5 Conclusion: origin and history of the filling materials
This study aims to characterize the geogenic source of selenium in the HESP to further understand Se dynamics in a well-characterized Jurassic limestone aquifer. Selenium appears mainly concentrated in argillaceous sediments that fulfill some karstic cavities developed within the Bajocian host rock paleokarst.
These filling materials mainly concentrated light REE, Y, heavy elements such as Th, U and Zr, but also Se, iron, sulfur and organic carbon. A wide variability of enrichments suggests a wide variability of sources for the different elements, and thus a continental origin (Dinis et al., 2016).
Correlations between elemental analysis data allow us to distinguish many geochemical differences between “argillaceous” and “limestone” samples, which supports an external input. Markers of transport were also clearly identified in the argillaceous matrix and some of them cannot be originated from the dissolution of the limestone host rocks. The argillaceous composition proved also heterogeneous: while in the “C4 well” deep argillaceous samples are enriched in smectite, in the “C5 well” and in the “C4 well” more superficial samples, kaolinite is dominant. This indicates climate differences at the time of the formation of these minerals: kaolinite being formed in hot and moist climates, and smectite in dry climates (Eberl et al., 1984).

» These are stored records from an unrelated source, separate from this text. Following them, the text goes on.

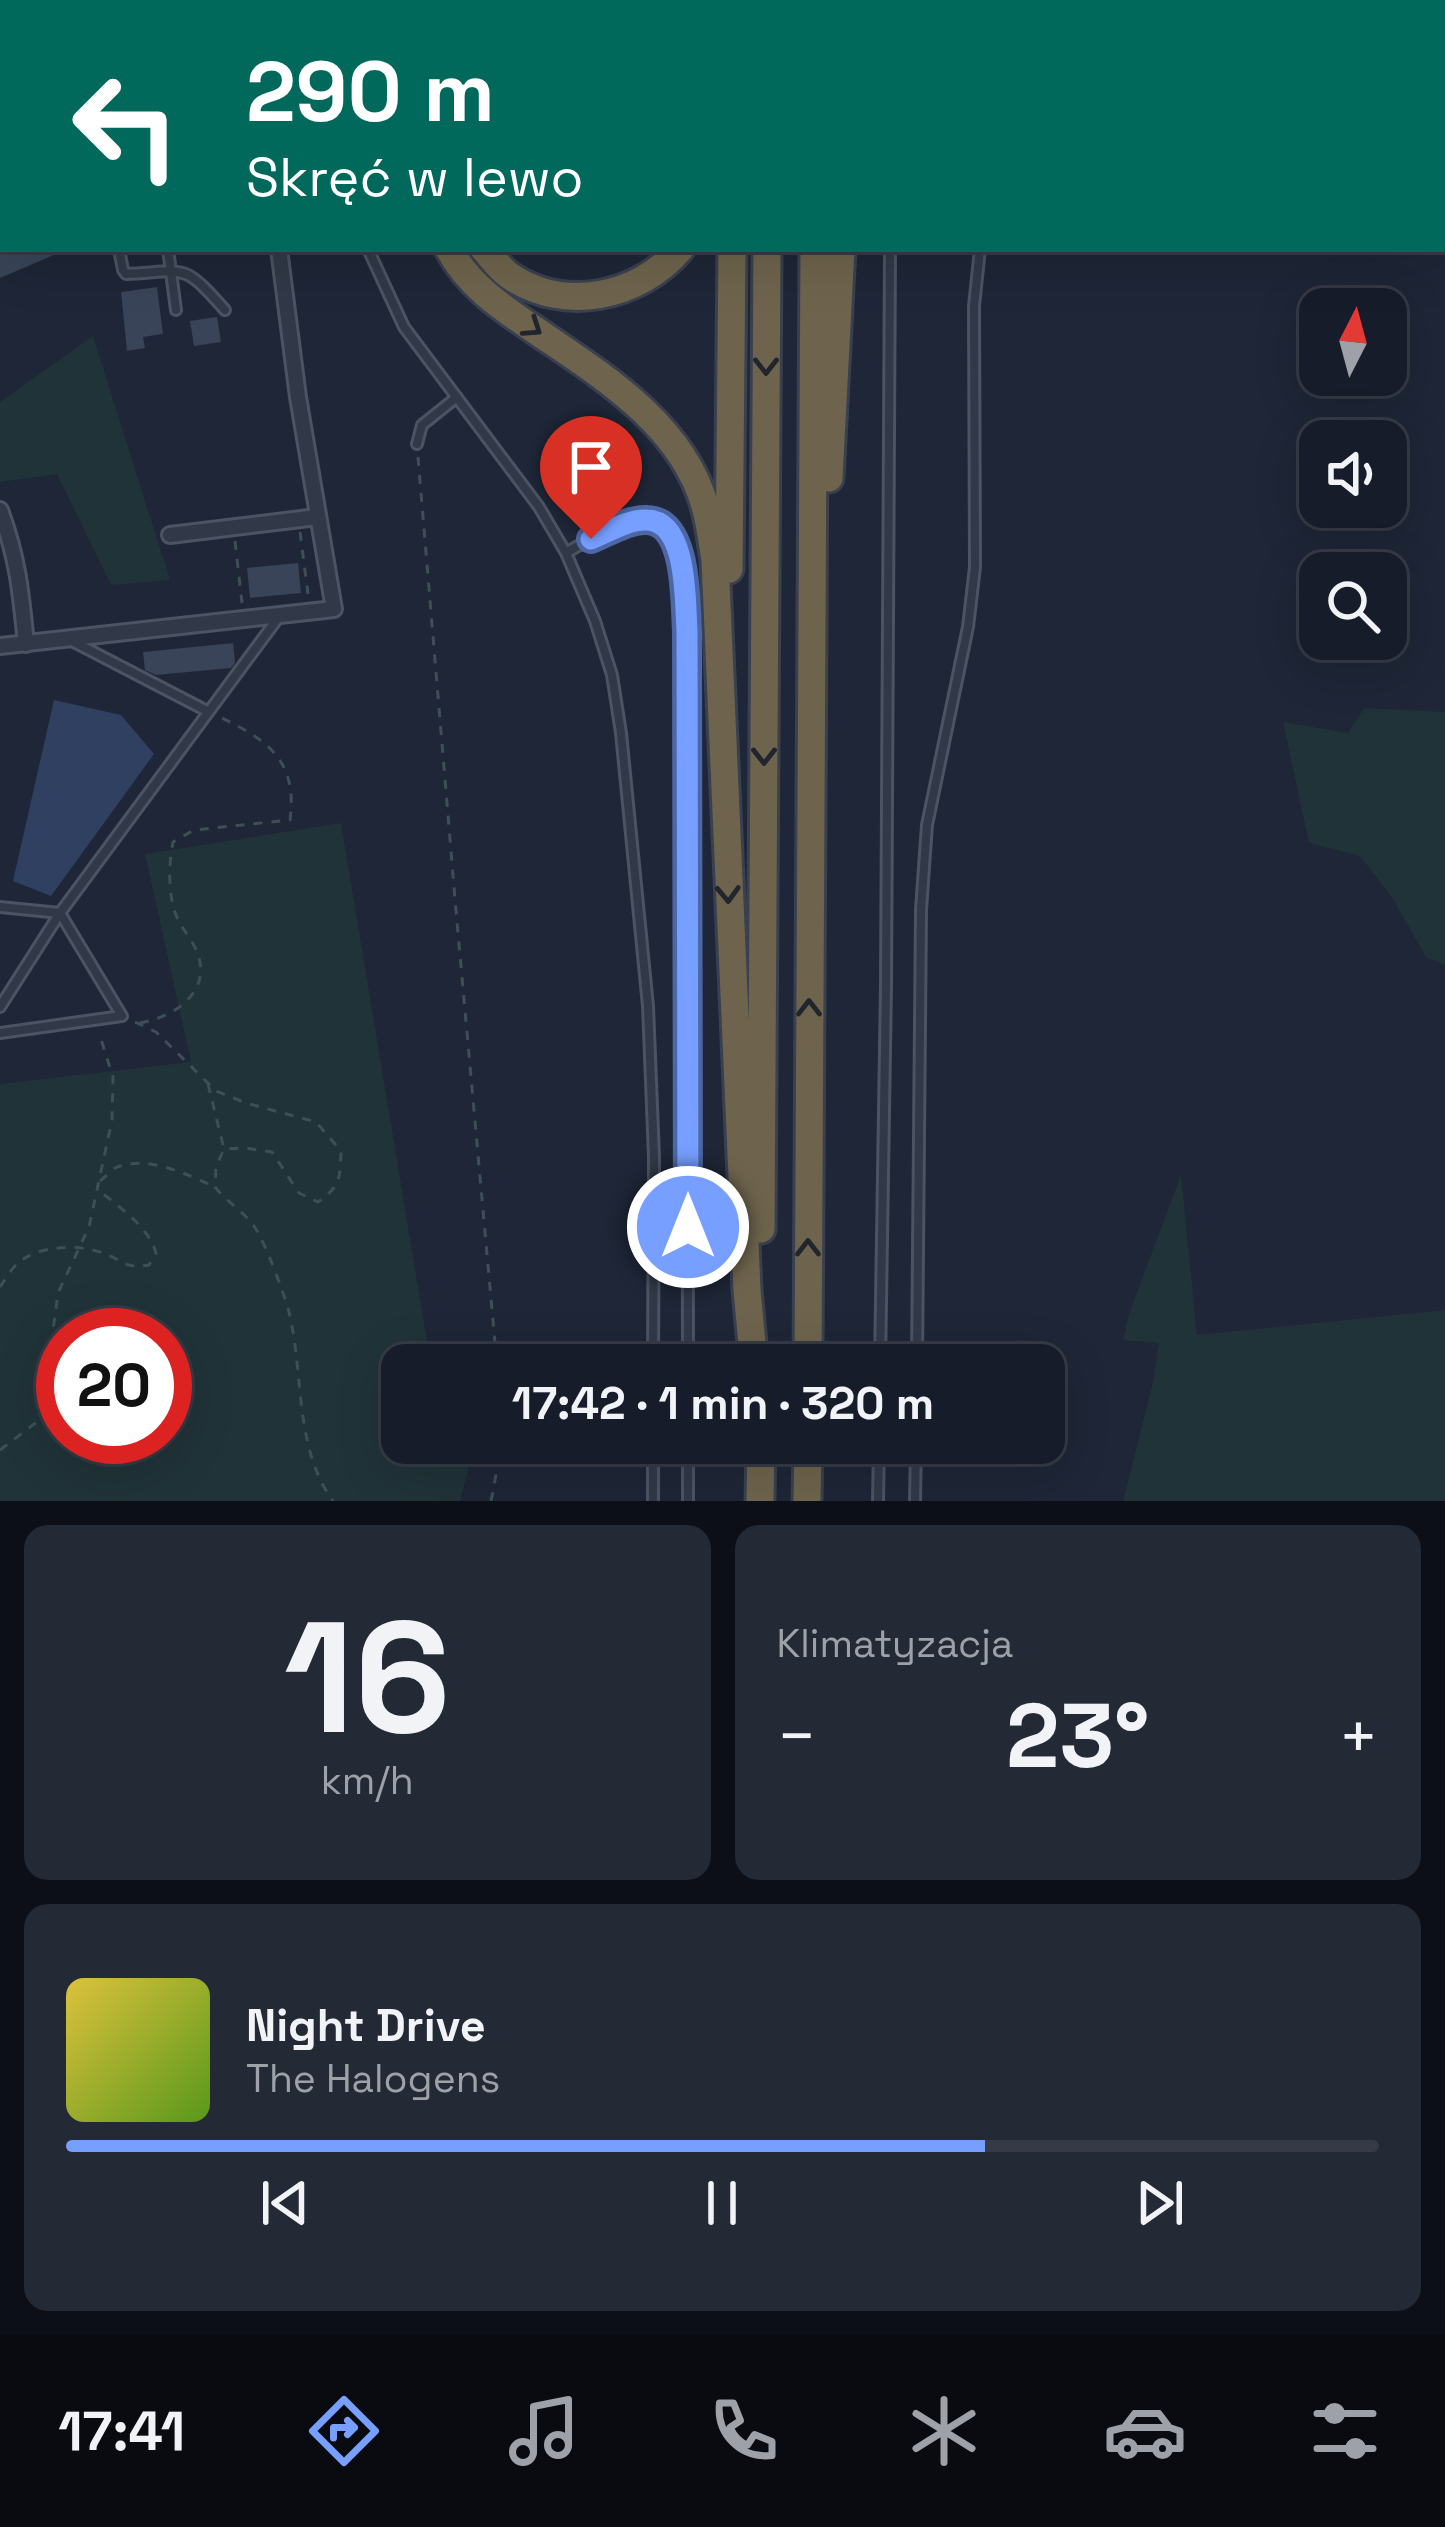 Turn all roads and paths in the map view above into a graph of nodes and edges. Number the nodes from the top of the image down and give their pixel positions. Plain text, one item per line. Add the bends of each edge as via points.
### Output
1 (120, 252) edge
2 (168, 252) edge
3 (279, 252) edge
4 (369, 252) edge
5 (451, 252) edge
6 (487, 252) edge
7 (677, 252) edge
8 (732, 252) edge
9 (766, 252) edge
10 (814, 252) edge
11 (841, 252) edge
12 (890, 252) edge
13 (980, 252) edge
14 (171, 270) junction
15 (176, 310) dead end
16 (225, 310) dead end
17 (457, 397) junction
18 (417, 444) joint
19 (0, 510) edge
20 (317, 517) junction
21 (298, 519) junction
22 (234, 527) junction
23 (170, 535) dead end
24 (566, 553) junction
25 (310, 613) junction
26 (278, 617) junction
27 (244, 620) junction
28 (68, 639) junction
29 (26, 644) junction
30 (0, 646) edge
31 (812, 661) junction
32 (207, 711) junction
33 (727, 832) junction
34 (0, 907) edge
35 (60, 914) junction
36 (0, 1007) edge
37 (122, 1016) junction
38 (95, 1020) junction
39 (138, 1024) junction
40 (0, 1033) edge
41 (207, 1082) junction
42 (224, 1150) junction
43 (98, 1186) junction
44 (214, 1187) junction
45 (80, 1247) junction
46 (0, 1287) edge
47 (56, 1308) edge
48 (495, 1344) edge
49 (653, 1344) edge
50 (688, 1344) edge
51 (756, 1344) edge
52 (758, 1344) edge
53 (808, 1344) edge
54 (880, 1344) edge
55 (917, 1344) edge
56 (36, 1423) edge
57 (0, 1450) edge
58 (498, 1464) edge
59 (653, 1464) edge
60 (688, 1464) edge
61 (760, 1464) edge
62 (808, 1464) edge
63 (879, 1464) edge
64 (916, 1464) edge
65 (333, 1501) edge
66 (491, 1501) edge
67 (653, 1501) edge
68 (688, 1501) edge
69 (760, 1501) edge
70 (807, 1501) edge
71 (878, 1501) edge
72 (916, 1501) edge

1 - 14 lane via 126,274
2 - 14 lane
3 - 20 street
4 - 17 lane via 404,327
5 -> 33 highway via 493,302 626,394 692,473 715,560
6 - 7 highway via 535,289 591,297 647,277
8 - 33 highway
9 -> 52 highway
10 - 31 highway
11 - 31 highway
12 - 54 lane
13 - 55 lane via 975,567 927,825 921,910
14 - 15 lane
14 - 16 lane via 196,277
17 - 18 lane via 422,424
17 - 24 lane
18 - 48 path
19 - 29 street via 21,582
20 - 21 street
20 - 25 street via 334,609
21 - 22 street
21 - 25 path
22 - 23 street
22 - 27 path
24 - 49 lane via 596,621 621,734 648,1006
24 - 50 lane via 642,519 671,533 679,550 687,631
25 - 26 street
26 - 27 street
26 - 32 lane
27 - 28 street
28 - 29 street
28 - 32 lane
29 - 30 street
53 -> 31 highway
32 - 35 lane
32 - 39 path via 259,736 281,759 290,820 194,830 173,842 174,912 197,952 200,985 177,1010
33 -> 51 highway
34 - 35 lane
35 - 36 lane
35 - 37 lane
37 - 38 lane
37 - 39 path
38 - 40 lane
38 - 43 path via 113,1078
39 - 41 path
41 - 42 path
41 - 42 path via 246,1103 316,1122 341,1150 340,1174 318,1202 299,1193 272,1152
42 - 44 path
43 - 44 path via 114,1168 135,1164 171,1168
43 - 45 path
43 - 45 path via 156,1253 149,1265 131,1268
44 - 65 path via 252,1223 289,1312 310,1453
45 - 46 path via 19,1261
45 - 47 path
56 - 57 path
58 - 66 path
59 - 67 lane
60 - 68 lane
61 - 69 highway
62 - 70 highway
63 - 71 lane
64 - 72 lane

Organic matter is assumed to be originated from vascular plants that have been transported from the surface into karst cavities. Palynological assemblages date the C5 samples from the Upper Cretaceous, which means before the Cenozoic Pyrenean and Alpine tectonic phases, as assumed by Bodin and Razack (1997) through the directional analysis of the cave map.
Furthermore, selenium is not concentrated in a specific component of the argillaceous matrix and seems rather diffuse within the individual components. Nevertheless, reduced conditions favored after deposition the formation of pyrite crystals and the reduction of organic matter. The induced pyritic and organic materials are heterogeneous, limiting the interpretation of the correlation studies.
At last, correlative studies of total rock data demonstrated that within the argillaceous sediments, Se is highly correlated with elements (Rb, Cs, V and F) that are also correlated with organic carbon. An affinity between Se and organic matter is thus deduced. But the components extracted by thermochemolysis – GC – MS are very mature and make it difficult, at this step of the study, to deduce any chemical bonds between Se and the organic matter or the presence of organoselenide compounds. Concordances in the history of Se and the organic matter give rise to further studies to determine the nature of the Se compounds, to elucidate the nature of the affinity between selenium and the present organic matter, and to understand the mechanisms inducing the release of selenium into groundwater from this association.
Acknowledgments
The financial support of this study by the Poitou-Charentes Water Research Program (CPER #1) and by the French National Observatory System Service (NOS) H+ is gratefully acknowledged.